On the contrary, by introducing more rationality and fairness into the SEP licensing ecosystem, it will promote continued innovation in the EU, both in standardisation and development of products using those standards, ultimately bolstering the position of EU industry globally.

The systemic imbalance in SEP licensing must be addressed to create more of a level playing field for product companies.

Today, companies that implement standards in their products generally fall into 4 SEP licensing categories:

(i) Companies that are peers to those that own SEPs and sign cross-licences, paying little or no royalties to each other;

(ii) Top-tier market leaders who are able to leverage their position to obtain broad licence rights at steeply discounted rates;

(iii) Mid-tier market participants that are often charged multiples of what market leaders pay in SEP royalties and;

(iv) Small/mid-size companies that are largely ignored because SEP licensors openly state that they're not worth pursuing for royalties.

All these companies are critical to the innovation cycle and there is no good reason for them to be treated in such vastly different ways.

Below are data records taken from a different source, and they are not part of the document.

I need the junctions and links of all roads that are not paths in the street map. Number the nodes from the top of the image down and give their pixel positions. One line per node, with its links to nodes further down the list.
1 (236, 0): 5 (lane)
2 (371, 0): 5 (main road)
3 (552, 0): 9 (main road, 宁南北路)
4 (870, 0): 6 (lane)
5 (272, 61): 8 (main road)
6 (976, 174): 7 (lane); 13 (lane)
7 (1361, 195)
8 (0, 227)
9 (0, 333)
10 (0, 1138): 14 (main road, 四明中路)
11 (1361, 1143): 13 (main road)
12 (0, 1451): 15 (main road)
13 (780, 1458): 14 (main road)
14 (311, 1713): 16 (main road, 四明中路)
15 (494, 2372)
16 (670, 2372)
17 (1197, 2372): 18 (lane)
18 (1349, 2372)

The SEP regulation approved by the European parliament goes far to address these problems by introducing four key components to promote transparency and fairness in SEP licensing:

1) An SEP register identifying who owns relevant SEPs;

2) An essentiality check process to confirm that the SEPs are in fact what the owner claims them to be;

3) A process for obtaining expert opinions on the total royalty burden for implementing a standard and;

4) A conciliation process for parties to determine what is a fair and reasonable royalty for a SEP portfolio.

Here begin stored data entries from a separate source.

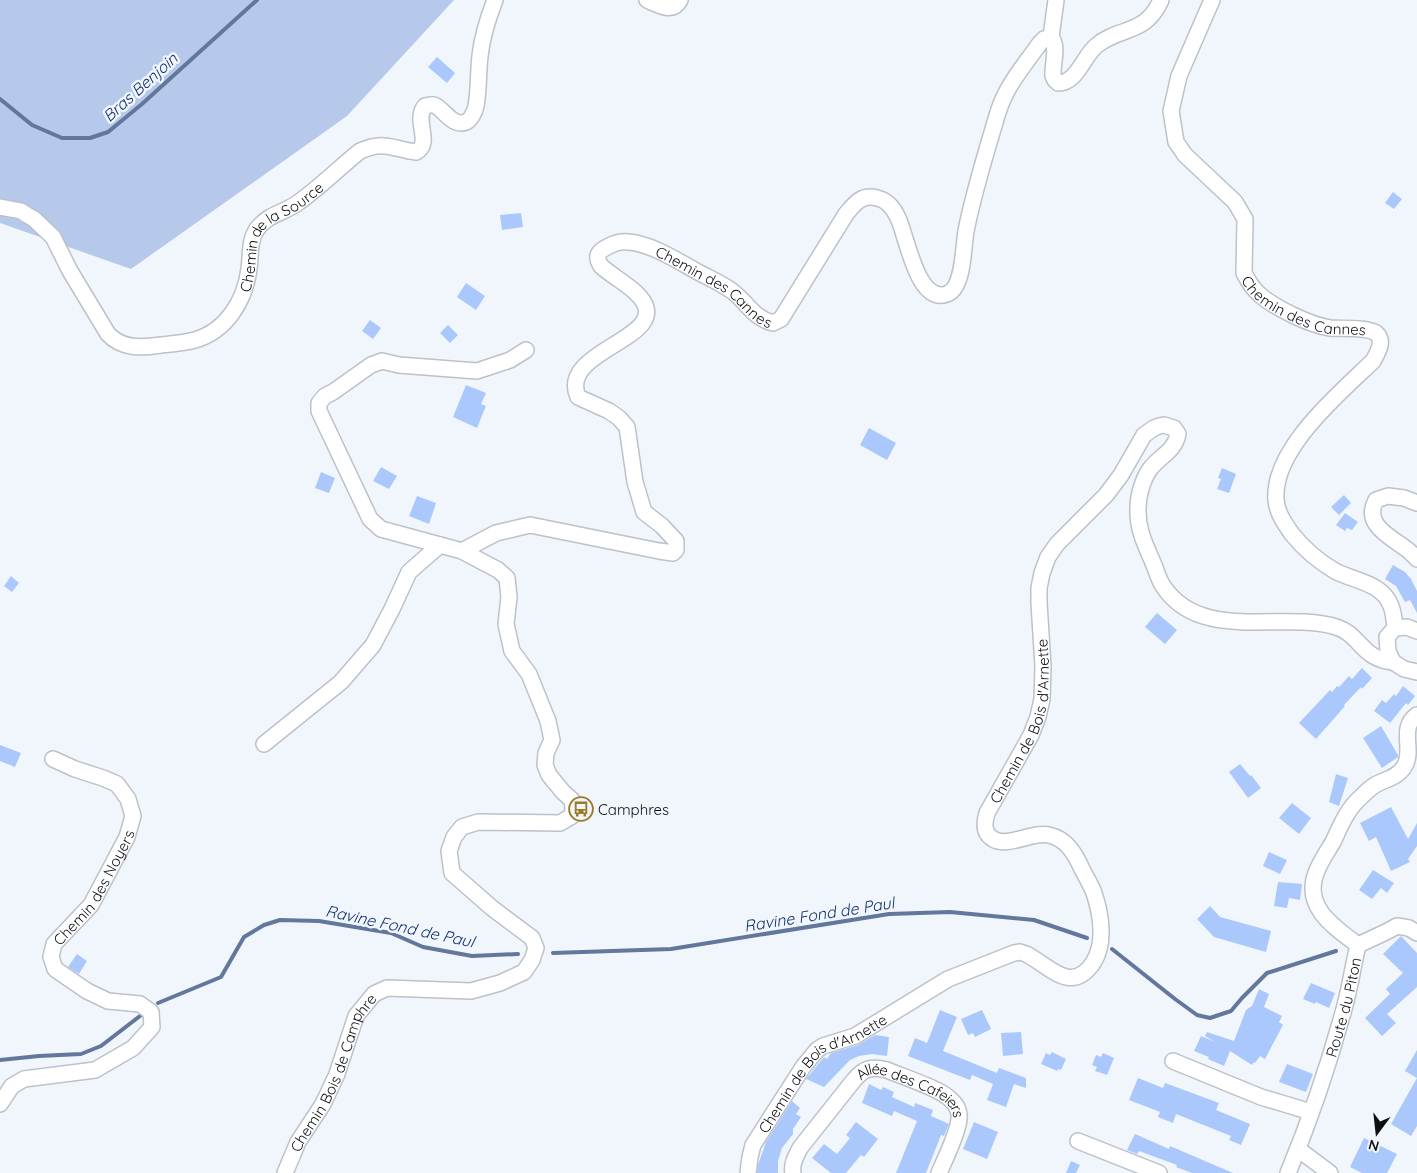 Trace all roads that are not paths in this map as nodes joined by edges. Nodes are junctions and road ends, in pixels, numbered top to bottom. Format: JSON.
{"nodes":[{"id":1,"x":495,"y":0,"type":"edge"},
{"id":2,"x":647,"y":0,"type":"edge"},
{"id":3,"x":680,"y":0,"type":"edge"},
{"id":4,"x":1056,"y":0,"type":"edge"},
{"id":5,"x":1161,"y":0,"type":"edge"},
{"id":6,"x":1212,"y":0,"type":"edge"},
{"id":7,"x":1051,"y":38,"type":"junction"},
{"id":8,"x":0,"y":207,"type":"edge"},
{"id":9,"x":526,"y":350,"type":"dead end"},
{"id":10,"x":1417,"y":502,"type":"edge"},
{"id":11,"x":440,"y":545,"type":"junction"},
{"id":12,"x":462,"y":551,"type":"junction"},
{"id":13,"x":1417,"y":559,"type":"edge"},
{"id":14,"x":1395,"y":628,"type":"junction"},
{"id":15,"x":1417,"y":631,"type":"edge"},
{"id":16,"x":1392,"y":662,"type":"junction"},
{"id":17,"x":1417,"y":672,"type":"edge"},
{"id":18,"x":1417,"y":715,"type":"edge"},
{"id":19,"x":264,"y":744,"type":"dead end"},
{"id":20,"x":53,"y":759,"type":"dead end"},
{"id":21,"x":1417,"y":933,"type":"edge"},
{"id":22,"x":1358,"y":945,"type":"junction"},
{"id":23,"x":1173,"y":1061,"type":"dead end"},
{"id":24,"x":0,"y":1104,"type":"edge"},
{"id":25,"x":1311,"y":1112,"type":"junction"},
{"id":26,"x":1078,"y":1141,"type":"dead end"},
{"id":27,"x":1298,"y":1149,"type":"junction"},
{"id":28,"x":285,"y":1173,"type":"edge"},
{"id":29,"x":748,"y":1173,"type":"edge"},
{"id":30,"x":793,"y":1173,"type":"edge"},
{"id":31,"x":938,"y":1173,"type":"edge"},
{"id":32,"x":1159,"y":1173,"type":"edge"},
{"id":33,"x":1288,"y":1173,"type":"edge"},
{"id":34,"x":1330,"y":1173,"type":"edge"}],
"edges":[{"from":1,"to":8,"type":"street","name":"Chemin de la Source"},
{"from":2,"to":3,"type":"street"},
{"from":4,"to":7,"type":"street"},
{"from":5,"to":7,"type":"street"},
{"from":6,"to":14,"type":"street","name":"Chemin des Cannes"},
{"from":7,"to":12,"type":"street","name":"Chemin des Cannes"},
{"from":9,"to":11,"type":"street","name":"Chemin Bois de Camphre"},
{"from":10,"to":13,"type":"street"},
{"from":11,"to":12,"type":"street","name":"Chemin Bois de Camphre"},
{"from":11,"to":19,"type":"street"},
{"from":12,"to":28,"type":"street","name":"Chemin Bois de Camphre"},
{"from":14,"to":15,"type":"street"},
{"from":14,"to":16,"type":"street"},
{"from":16,"to":17,"type":"street"},
{"from":16,"to":29,"type":"street","name":"Chemin de Bois d'Arnette"},
{"from":18,"to":22,"type":"street","name":"Route du Piton"},
{"from":20,"to":24,"type":"street","name":"Chemin des Noyers"},
{"from":21,"to":22,"type":"street"},
{"from":22,"to":25,"type":"street","name":"Route du Piton"},
{"from":23,"to":25,"type":"street"},
{"from":25,"to":27,"type":"street","name":"Route du Piton"},
{"from":26,"to":32,"type":"street"},
{"from":27,"to":33,"type":"street","name":"Route du Piton"},
{"from":27,"to":34,"type":"street"},
{"from":30,"to":31,"type":"street","name":"Allée des Cafeiers"}]} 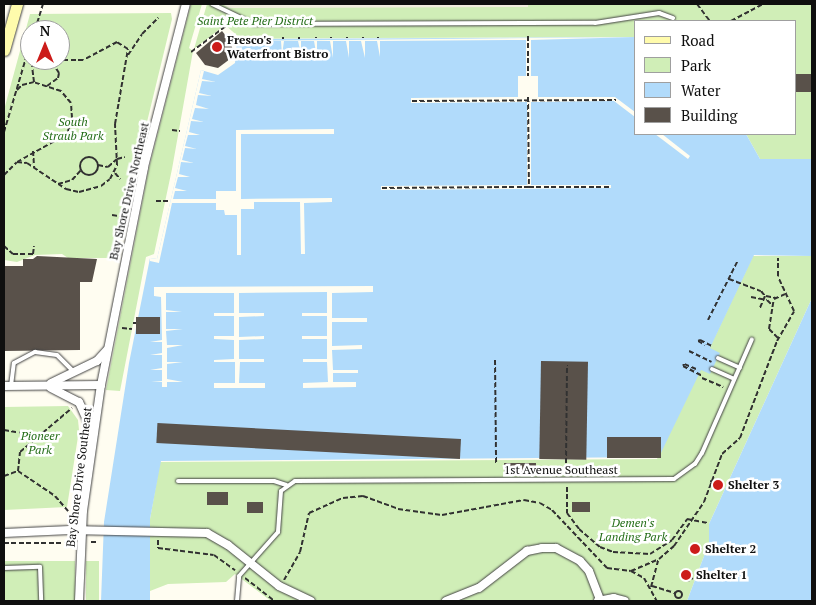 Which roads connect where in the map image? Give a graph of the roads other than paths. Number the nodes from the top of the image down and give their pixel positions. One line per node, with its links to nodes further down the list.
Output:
1 (17, 4): 5 (street)
2 (186, 4): 7 (street, Bay Shore Drive Northeast)
3 (212, 4): 4 (lane)
4 (673, 18)
5 (4, 50)
6 (752, 339): 9 (lane, 1st Avenue Southeast)
7 (108, 348): 11 (street); 15 (street, Bay Shore Drive Northeast)
8 (718, 358): 9 (lane)
9 (740, 368): 12 (lane, 1st Avenue Southeast)
10 (712, 369): 12 (lane)
11 (76, 374): 13 (lane); 14 (street)
12 (734, 379): 18 (lane, 1st Avenue Southeast)
13 (7, 386): 14 (street)
14 (45, 386): 15 (street); 16 (street)
15 (101, 386): 16 (street, Bay Shore Drive Southeast)
16 (94, 438): 19 (street, Bay Shore Drive Southeast)
17 (178, 481): 18 (lane, 1st Avenue Southeast)
18 (286, 485): 21 (lane)
19 (82, 531): 20 (street); 21 (street); 24 (street, Bay Shore Drive Southeast)
20 (4, 533)
21 (250, 563): 25 (lane); 26 (street)
22 (4, 568): 23 (lane)
23 (41, 601)
24 (79, 601)
25 (237, 601)
26 (311, 601)
27 (446, 601): 28 (street)
28 (599, 601): 29 (street)
29 (626, 601)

The overall effect of this approach is to assist in more efficient and less costly resolution of disputes between parties to a licensing negotiation and licenses being signed more quickly – this benefits the SEP owner and the licensee, as does the elimination of costly and burdensome litigation in many instances.

In turn, a more efficient and fair system will result in an improved climate for standards and product development, leading to more job creation in the EU.

Globalisation trends will continue, in large part because companies in major jurisdictions such as the US, Europe, and China have become major SEP owners as well as implementers that commercialise their products in multiple regions.

And, with the growth of the IoT segments and the entry of SMEs and new innovators, the need to have a properly functioning global licensing system is now even more critical.

Not just critical for the stakeholders, but more importantly, for the EU economy as a whole, for job growth, and consumer welfare.